- Task instructions -
Check each line of the records below for the word "lane" and copy those where it appears.
:: Data records ::
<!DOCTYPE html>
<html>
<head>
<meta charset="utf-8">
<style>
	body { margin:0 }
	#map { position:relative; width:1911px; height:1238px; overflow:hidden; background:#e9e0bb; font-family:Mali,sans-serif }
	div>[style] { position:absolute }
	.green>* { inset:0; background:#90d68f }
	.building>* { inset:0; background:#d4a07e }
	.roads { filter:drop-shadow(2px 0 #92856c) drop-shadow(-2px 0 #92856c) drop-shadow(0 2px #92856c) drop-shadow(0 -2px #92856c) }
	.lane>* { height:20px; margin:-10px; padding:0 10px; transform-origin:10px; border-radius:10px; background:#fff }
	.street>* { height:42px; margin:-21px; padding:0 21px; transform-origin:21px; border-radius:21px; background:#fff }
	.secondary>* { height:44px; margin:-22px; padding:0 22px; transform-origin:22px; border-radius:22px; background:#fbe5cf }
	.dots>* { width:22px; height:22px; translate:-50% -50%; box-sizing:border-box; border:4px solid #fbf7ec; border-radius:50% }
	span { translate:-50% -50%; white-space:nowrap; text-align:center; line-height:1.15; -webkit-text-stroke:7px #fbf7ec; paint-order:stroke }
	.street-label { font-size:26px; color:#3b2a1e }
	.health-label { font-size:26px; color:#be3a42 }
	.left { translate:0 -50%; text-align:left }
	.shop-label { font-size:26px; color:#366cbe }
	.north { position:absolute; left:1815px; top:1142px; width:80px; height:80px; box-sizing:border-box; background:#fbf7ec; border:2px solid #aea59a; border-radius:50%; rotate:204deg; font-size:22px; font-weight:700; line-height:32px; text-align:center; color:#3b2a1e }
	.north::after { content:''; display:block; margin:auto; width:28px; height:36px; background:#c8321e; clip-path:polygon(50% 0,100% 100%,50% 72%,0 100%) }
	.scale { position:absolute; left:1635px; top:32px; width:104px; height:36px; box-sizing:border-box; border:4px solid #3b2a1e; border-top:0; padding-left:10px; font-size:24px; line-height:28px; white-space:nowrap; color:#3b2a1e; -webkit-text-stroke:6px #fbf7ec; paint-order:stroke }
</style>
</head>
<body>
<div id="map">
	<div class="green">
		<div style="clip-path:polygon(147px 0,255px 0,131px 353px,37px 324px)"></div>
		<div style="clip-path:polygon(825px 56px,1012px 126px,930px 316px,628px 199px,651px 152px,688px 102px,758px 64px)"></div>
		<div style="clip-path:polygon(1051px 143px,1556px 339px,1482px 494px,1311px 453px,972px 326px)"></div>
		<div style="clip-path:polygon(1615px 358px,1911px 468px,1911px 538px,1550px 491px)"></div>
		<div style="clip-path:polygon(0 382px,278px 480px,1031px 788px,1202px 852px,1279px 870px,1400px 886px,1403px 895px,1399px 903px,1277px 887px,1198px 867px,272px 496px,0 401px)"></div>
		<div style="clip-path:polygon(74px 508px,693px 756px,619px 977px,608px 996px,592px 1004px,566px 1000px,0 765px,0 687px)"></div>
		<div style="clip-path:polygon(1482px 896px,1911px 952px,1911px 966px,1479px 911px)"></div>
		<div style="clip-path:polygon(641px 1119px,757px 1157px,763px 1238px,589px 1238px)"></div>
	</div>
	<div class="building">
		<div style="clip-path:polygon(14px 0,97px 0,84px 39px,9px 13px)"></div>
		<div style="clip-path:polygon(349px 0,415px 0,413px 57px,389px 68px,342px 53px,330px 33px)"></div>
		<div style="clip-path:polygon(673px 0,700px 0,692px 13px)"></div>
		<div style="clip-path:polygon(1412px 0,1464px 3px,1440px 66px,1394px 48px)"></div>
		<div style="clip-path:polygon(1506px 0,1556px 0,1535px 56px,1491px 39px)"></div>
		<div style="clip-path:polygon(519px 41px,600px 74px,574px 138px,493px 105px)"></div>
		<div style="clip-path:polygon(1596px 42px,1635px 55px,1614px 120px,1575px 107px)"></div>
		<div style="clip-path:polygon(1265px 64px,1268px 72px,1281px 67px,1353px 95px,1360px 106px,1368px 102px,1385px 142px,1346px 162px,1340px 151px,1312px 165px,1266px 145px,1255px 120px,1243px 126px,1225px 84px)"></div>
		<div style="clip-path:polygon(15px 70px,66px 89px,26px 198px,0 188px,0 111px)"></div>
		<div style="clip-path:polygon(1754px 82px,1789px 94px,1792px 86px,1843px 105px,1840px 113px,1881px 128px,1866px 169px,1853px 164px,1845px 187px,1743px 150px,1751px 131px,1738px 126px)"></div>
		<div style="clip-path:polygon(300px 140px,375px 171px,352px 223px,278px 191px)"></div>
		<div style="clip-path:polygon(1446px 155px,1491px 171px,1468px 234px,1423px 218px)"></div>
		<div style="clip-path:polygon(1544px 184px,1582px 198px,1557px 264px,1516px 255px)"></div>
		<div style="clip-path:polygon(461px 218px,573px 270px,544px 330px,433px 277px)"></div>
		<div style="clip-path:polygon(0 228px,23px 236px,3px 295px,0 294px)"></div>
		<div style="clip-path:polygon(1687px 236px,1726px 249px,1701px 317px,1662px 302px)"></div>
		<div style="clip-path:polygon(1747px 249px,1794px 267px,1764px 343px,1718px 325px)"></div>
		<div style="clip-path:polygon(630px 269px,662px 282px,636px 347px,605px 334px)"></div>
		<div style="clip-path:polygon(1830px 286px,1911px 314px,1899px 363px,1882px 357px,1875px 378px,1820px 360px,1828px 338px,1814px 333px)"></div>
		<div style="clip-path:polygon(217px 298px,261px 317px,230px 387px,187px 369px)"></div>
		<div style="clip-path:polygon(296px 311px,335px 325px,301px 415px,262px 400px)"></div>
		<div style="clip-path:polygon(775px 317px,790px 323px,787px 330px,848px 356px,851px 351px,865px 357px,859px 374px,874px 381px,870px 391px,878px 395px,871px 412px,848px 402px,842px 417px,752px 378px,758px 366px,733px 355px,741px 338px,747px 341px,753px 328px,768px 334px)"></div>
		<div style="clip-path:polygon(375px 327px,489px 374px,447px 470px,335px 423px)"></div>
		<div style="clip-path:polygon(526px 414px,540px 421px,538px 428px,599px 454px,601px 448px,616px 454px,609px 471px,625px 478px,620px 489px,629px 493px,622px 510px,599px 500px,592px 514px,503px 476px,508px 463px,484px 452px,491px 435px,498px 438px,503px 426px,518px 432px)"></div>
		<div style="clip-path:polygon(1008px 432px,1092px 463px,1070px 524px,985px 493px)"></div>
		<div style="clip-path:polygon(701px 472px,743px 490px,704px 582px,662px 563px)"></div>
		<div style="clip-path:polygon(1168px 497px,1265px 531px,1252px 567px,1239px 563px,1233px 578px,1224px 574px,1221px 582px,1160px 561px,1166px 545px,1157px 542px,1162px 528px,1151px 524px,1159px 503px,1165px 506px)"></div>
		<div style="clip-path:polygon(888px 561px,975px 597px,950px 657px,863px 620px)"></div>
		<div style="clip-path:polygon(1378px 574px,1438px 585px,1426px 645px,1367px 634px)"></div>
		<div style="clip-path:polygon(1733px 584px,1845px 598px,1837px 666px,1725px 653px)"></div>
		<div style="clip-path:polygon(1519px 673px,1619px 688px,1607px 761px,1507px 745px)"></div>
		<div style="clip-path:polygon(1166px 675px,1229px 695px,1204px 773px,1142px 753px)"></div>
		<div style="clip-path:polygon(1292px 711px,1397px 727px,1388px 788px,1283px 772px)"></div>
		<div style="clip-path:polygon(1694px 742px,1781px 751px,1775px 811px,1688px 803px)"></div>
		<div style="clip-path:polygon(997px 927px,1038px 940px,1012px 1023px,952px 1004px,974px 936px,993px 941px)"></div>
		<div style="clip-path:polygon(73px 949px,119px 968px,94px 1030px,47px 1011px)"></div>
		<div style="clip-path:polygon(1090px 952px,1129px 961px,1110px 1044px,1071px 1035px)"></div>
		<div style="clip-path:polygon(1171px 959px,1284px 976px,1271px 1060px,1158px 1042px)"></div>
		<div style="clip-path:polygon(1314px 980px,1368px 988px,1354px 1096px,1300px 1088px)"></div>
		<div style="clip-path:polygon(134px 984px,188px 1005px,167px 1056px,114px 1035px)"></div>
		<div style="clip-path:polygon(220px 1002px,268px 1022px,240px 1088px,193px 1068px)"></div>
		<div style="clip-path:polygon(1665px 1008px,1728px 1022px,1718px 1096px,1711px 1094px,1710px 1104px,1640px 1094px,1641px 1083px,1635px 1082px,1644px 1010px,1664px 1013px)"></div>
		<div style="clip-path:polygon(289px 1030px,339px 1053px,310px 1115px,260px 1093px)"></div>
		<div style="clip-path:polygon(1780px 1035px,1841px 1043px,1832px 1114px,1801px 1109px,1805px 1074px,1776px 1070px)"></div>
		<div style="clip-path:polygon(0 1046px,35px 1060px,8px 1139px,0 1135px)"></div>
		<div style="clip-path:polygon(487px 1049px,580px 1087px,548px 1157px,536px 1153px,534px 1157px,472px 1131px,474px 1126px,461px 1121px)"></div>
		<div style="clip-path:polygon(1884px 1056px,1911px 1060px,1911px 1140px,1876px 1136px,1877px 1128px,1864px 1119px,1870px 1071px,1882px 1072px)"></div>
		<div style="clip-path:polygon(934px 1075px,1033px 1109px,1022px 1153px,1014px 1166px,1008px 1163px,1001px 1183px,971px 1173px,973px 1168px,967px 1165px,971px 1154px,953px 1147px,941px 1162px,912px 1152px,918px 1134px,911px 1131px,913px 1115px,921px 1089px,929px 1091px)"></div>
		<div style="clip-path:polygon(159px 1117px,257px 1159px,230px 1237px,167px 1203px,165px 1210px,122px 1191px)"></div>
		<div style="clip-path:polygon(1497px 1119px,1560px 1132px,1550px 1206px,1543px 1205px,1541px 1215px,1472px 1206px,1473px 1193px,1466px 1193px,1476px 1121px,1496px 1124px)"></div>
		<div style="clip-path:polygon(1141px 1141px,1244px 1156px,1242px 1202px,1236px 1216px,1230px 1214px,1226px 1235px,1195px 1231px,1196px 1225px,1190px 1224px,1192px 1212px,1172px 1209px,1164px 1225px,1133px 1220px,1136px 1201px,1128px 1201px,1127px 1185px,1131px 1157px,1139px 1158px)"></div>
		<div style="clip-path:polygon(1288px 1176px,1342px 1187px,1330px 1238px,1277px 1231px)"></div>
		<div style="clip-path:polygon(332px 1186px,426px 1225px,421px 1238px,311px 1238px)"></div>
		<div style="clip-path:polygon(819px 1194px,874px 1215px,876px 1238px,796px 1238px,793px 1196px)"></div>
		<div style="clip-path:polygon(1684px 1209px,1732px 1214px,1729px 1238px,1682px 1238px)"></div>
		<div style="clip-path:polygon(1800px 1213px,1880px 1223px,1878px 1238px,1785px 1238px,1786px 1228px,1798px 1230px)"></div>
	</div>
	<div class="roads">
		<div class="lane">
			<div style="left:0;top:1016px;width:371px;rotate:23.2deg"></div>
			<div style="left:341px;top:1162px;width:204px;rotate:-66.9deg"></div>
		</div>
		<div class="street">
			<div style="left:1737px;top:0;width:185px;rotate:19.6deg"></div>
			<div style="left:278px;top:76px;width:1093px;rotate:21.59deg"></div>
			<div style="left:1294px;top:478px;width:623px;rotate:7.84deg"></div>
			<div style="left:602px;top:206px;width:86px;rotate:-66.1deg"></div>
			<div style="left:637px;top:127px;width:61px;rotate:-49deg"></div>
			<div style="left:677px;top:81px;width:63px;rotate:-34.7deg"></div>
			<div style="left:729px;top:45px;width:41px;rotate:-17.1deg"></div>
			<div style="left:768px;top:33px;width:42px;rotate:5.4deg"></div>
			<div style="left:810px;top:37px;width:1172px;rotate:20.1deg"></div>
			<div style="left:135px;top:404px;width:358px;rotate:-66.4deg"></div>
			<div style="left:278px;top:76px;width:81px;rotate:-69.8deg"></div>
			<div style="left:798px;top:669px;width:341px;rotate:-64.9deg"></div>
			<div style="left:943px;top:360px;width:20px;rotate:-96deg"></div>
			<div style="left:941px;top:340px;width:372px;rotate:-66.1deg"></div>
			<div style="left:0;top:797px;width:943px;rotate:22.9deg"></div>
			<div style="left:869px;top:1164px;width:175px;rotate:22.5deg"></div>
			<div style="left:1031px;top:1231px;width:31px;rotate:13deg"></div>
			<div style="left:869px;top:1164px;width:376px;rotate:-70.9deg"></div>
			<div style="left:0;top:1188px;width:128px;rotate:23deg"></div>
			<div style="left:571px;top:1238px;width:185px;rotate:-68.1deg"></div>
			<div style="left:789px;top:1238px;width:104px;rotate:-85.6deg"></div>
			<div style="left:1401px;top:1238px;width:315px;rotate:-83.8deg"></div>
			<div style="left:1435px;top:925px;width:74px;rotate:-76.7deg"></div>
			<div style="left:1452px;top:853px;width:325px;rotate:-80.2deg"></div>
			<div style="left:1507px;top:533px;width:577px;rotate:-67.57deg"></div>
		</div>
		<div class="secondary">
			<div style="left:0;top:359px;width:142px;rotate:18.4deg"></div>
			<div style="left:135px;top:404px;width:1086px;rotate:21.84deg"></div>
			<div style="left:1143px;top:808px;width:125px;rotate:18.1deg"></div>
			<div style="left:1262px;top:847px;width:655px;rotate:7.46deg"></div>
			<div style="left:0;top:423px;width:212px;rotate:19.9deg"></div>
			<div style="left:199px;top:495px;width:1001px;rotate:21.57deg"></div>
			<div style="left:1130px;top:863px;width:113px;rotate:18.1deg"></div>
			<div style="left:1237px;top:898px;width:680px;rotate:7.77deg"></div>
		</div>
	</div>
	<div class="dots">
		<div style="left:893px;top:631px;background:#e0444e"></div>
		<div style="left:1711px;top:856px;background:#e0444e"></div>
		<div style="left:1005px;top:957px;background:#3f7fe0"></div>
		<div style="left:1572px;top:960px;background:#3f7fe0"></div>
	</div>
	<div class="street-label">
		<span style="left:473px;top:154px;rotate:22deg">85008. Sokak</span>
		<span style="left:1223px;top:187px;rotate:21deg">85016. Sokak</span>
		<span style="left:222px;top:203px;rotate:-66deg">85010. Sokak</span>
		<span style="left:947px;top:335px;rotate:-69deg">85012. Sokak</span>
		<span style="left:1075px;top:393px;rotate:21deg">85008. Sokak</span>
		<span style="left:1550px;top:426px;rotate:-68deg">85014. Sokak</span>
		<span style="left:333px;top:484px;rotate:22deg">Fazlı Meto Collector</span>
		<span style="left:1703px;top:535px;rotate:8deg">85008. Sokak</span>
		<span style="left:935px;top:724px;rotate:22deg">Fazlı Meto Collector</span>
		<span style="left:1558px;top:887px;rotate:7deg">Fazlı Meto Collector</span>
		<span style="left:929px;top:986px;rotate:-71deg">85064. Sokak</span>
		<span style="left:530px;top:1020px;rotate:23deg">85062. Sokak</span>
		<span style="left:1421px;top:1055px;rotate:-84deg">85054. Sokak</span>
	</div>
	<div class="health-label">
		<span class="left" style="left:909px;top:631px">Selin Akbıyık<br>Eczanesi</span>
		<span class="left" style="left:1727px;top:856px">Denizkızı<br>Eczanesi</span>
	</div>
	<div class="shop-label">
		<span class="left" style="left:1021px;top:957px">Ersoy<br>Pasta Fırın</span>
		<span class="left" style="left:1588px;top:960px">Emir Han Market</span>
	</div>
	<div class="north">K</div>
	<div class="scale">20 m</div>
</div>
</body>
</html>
:::
- Exercise result -
	.lane>* { height:20px; margin:-10px; padding:0 10px; transform-origin:10px; border-radius:10px; background:#fff }
		<div class="lane">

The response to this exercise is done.